Students choose a chapter from SIaPH Part II to present. You are responsible for reading the chapter corresponding with the chosen social group and to do extra reading on this social group for your presentation.

Week 12
April 15th: How is the health of specific social groups affected by social injustice? (Student presentations continued)

Students choose a chapter from SIaPH Part II to present. You are responsible for reading the chapter corresponding with the chosen social group and to do extra reading on this social group for your presentation.

Week 13
April 22nd: What needs to be done? Action research!

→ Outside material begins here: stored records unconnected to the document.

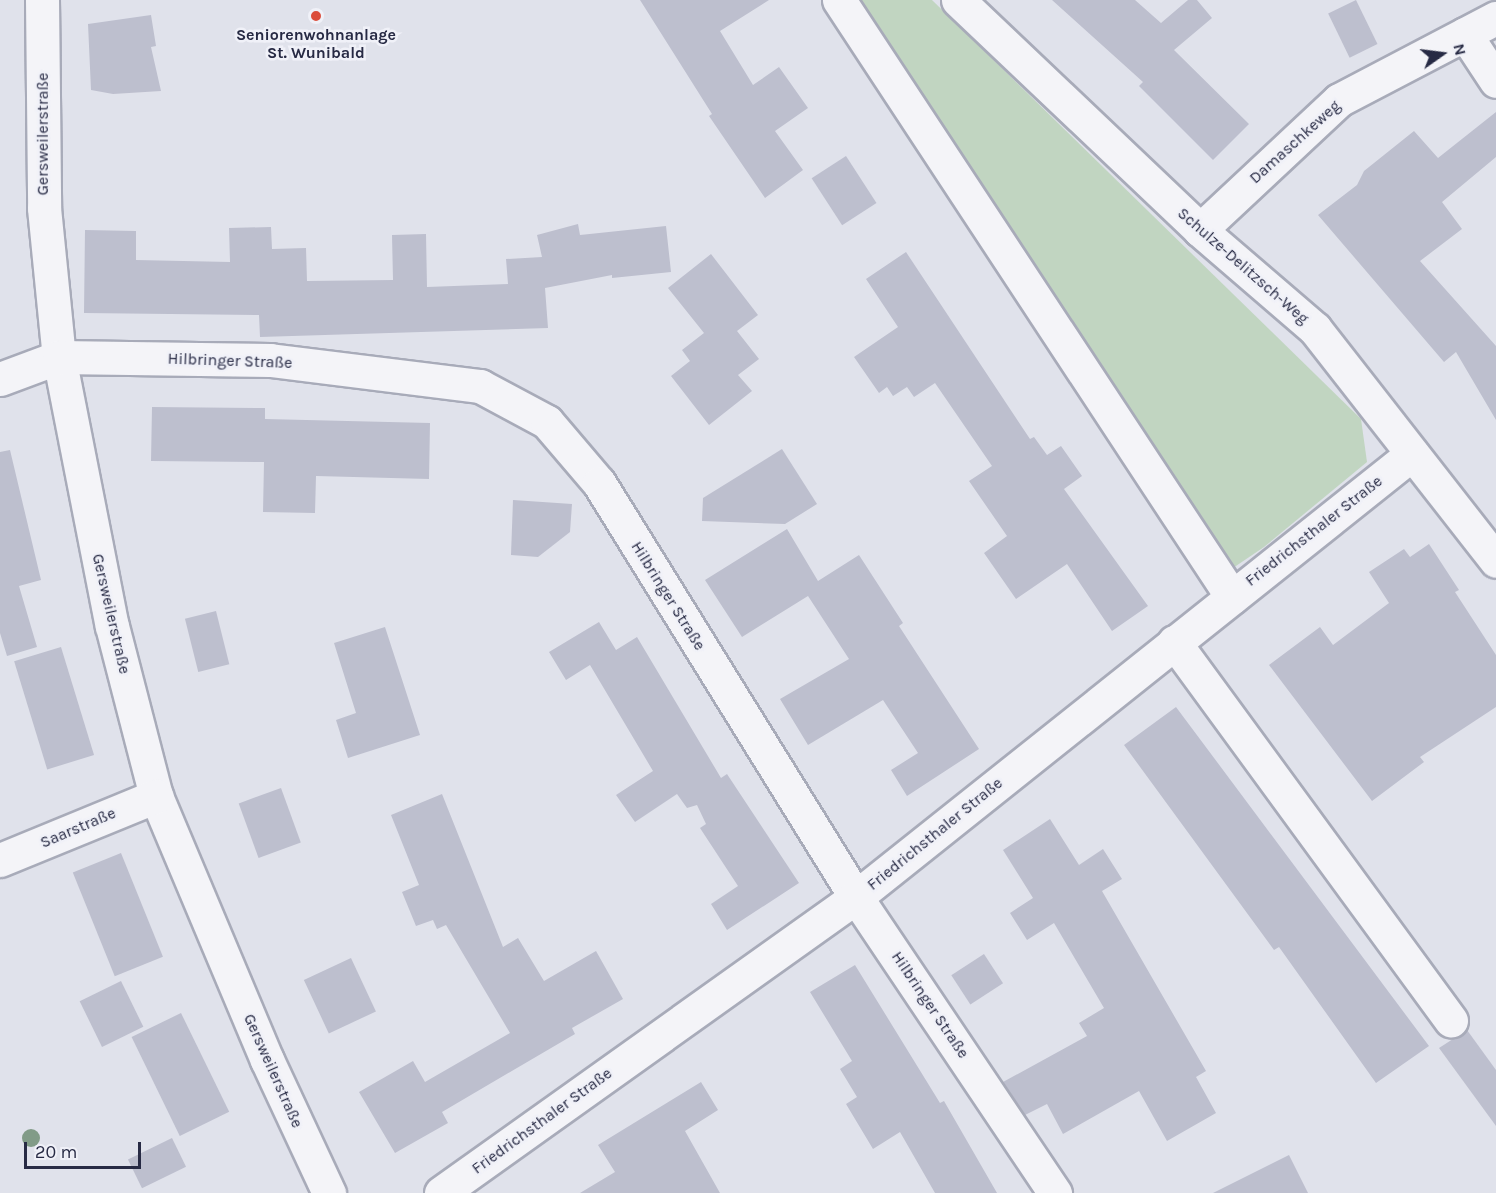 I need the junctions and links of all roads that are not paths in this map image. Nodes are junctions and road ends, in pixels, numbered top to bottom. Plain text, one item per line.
1 (42, 0) edge
2 (839, 0) edge
3 (958, 0) edge
4 (1496, 18) edge
5 (1465, 34) junction
6 (1496, 81) edge
7 (1200, 230) junction
8 (59, 357) junction
9 (0, 379) edge
10 (1412, 454) junction
11 (1496, 561) edge
12 (1232, 597) junction
13 (1174, 642) junction
14 (156, 796) junction
15 (0, 860) edge
16 (856, 897) junction
17 (1451, 1021) dead end
18 (329, 1193) edge
19 (441, 1193) edge
20 (1055, 1193) edge

1 - 8 street, Gersweilerstraße
2 - 12 street
3 - 7 street, Schulze-Delitzsch-Weg
4 - 5 street, Damaschkeweg
5 - 6 street
5 - 7 street, Damaschkeweg
7 - 10 street, Schulze-Delitzsch-Weg
8 - 9 street
8 - 14 street, Gersweilerstraße
8 - 16 street, Hilbringer Straße
10 - 11 street, Schulze-Delitzsch-Weg
10 - 12 street, Friedrichsthaler Straße
12 - 13 street, Friedrichsthaler Straße
13 - 16 street, Friedrichsthaler Straße
13 - 17 street
14 - 15 street, Saarstraße
14 - 18 street, Gersweilerstraße
16 - 19 street, Friedrichsthaler Straße
16 - 20 street, Hilbringer Straße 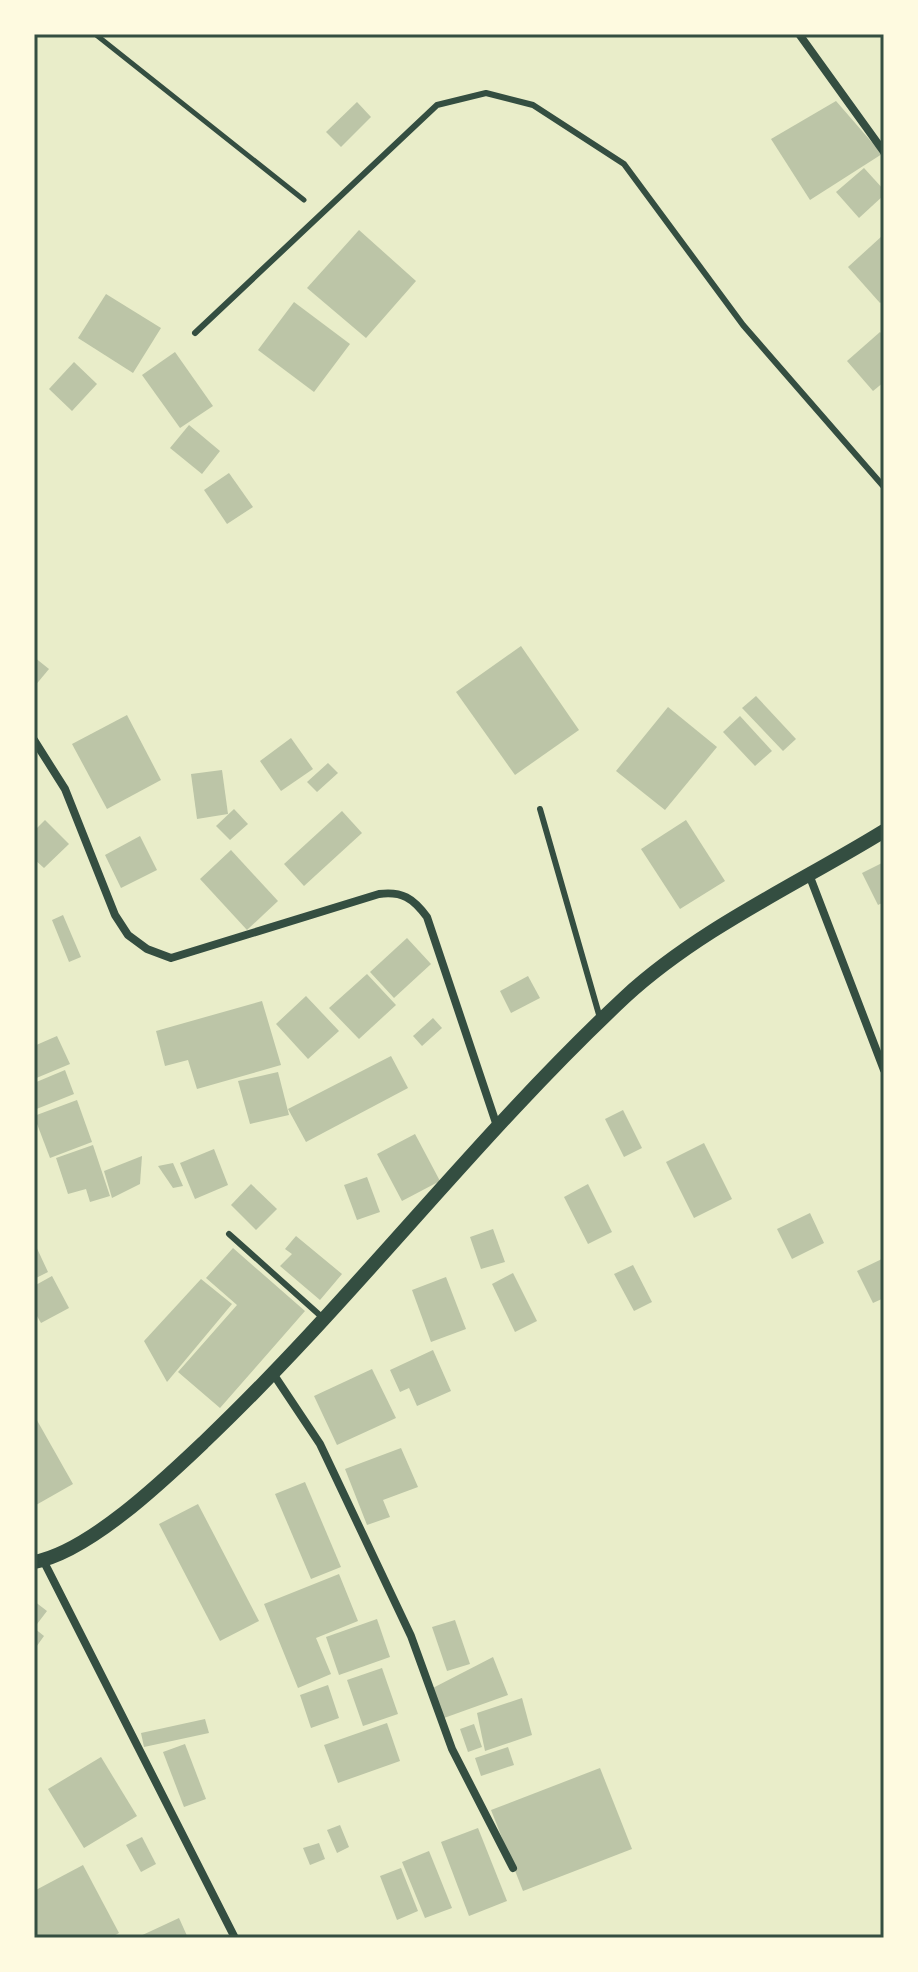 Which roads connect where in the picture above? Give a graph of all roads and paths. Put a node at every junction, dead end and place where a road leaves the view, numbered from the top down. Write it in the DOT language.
graph roads {
  1 [pos="95,34"];
  2 [pos="799,34"];
  3 [pos="884,152"];
  4 [pos="323,215"];
  5 [pos="195,333"];
  6 [pos="884,487"];
  7 [pos="34,740"];
  8 [pos="540,809"];
  9 [pos="884,831"];
  10 [pos="810,877"];
  11 [pos="601,1021"];
  12 [pos="884,1070"];
  13 [pos="499,1129"];
  14 [pos="229,1234"];
  15 [pos="326,1321"];
  16 [pos="274,1375"];
  17 [pos="38,1561"];
  18 [pos="513,1868"];
  19 [pos="235,1938"];
  1 -- 4 [label="path"];
  2 -- 3 [label="street"];
  4 -- 5 [label="lane"];
  4 -- 6 [label="lane"];
  7 -- 13 [label="street"];
  8 -- 11 [label="lane"];
  9 -- 10 [label="street"];
  10 -- 11 [label="street"];
  10 -- 12 [label="street"];
  11 -- 13 [label="street"];
  13 -- 15 [label="street"];
  14 -- 15 [label="lane"];
  15 -- 16 [label="street"];
  16 -- 17 [label="street"];
  16 -- 18 [label="street"];
  17 -- 19 [label="street"];
}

  • Class activity: Unnatural Causes Advocacy and Media Advocacy activities
  • Reading (handout): “Research in Professional and Public Life” and “Theory and Principles of Action Research,” Ernest T. Stringer in Action Research
  • Reading (handout): “Issues and Choice Points for Improving the Quality of Action Research,” Bradbury and Reason in Community-Based Participatory Research for Health
  • Reading (handout): “Theorizing Inequalities in Health: The Place of Lay Knowledge,” Popay et al. in Health and Social Justice: Politics, Ideology, and Inequity in the Distribution of Disease
  • Reading (handout): “My Journey Through the Whirlwind,” “Developing a Methodology: Narratives and Stories,” and “Story-telling in the Israeli Jewish and Palestinian Context,” Dan Bar-On in Tell Your Life Story: Creating Dialogue among Jews and Germans, Israelis and Palestinians

Week 14
April 29th: Public Health Policy and Social Justice

  • Class activity: Unnatural Causes Policy Guide activity
  • Reading (SIaPH): “Promoting Social Justice Through Public Health Policies, Programs, and Services,” Alonzo Plough
  • Reading (handout): “From Science to Policy: Options for Reducing Health Inequalities,” Hilary Graham in Health and Social Justice: Politics, Ideology, and Inequity in the Distribution of Disease
  • Reading (handout): “Ethics in American Health 1: Ethical Approaches to Health Policy,” Jennifer Prah Ruger in AJPH
  • Reading (handout): “Bringing Everyday Life to Policy Analysis,” Nancy A. Naples in Feminism and Method: Ethnography, Discourse Analysis, and Activist Research

Week 15
May 6th: Photovoice Project Exhibition planning

Week of May 13th: Unnatural Causes Photovoice Project Exhibition!!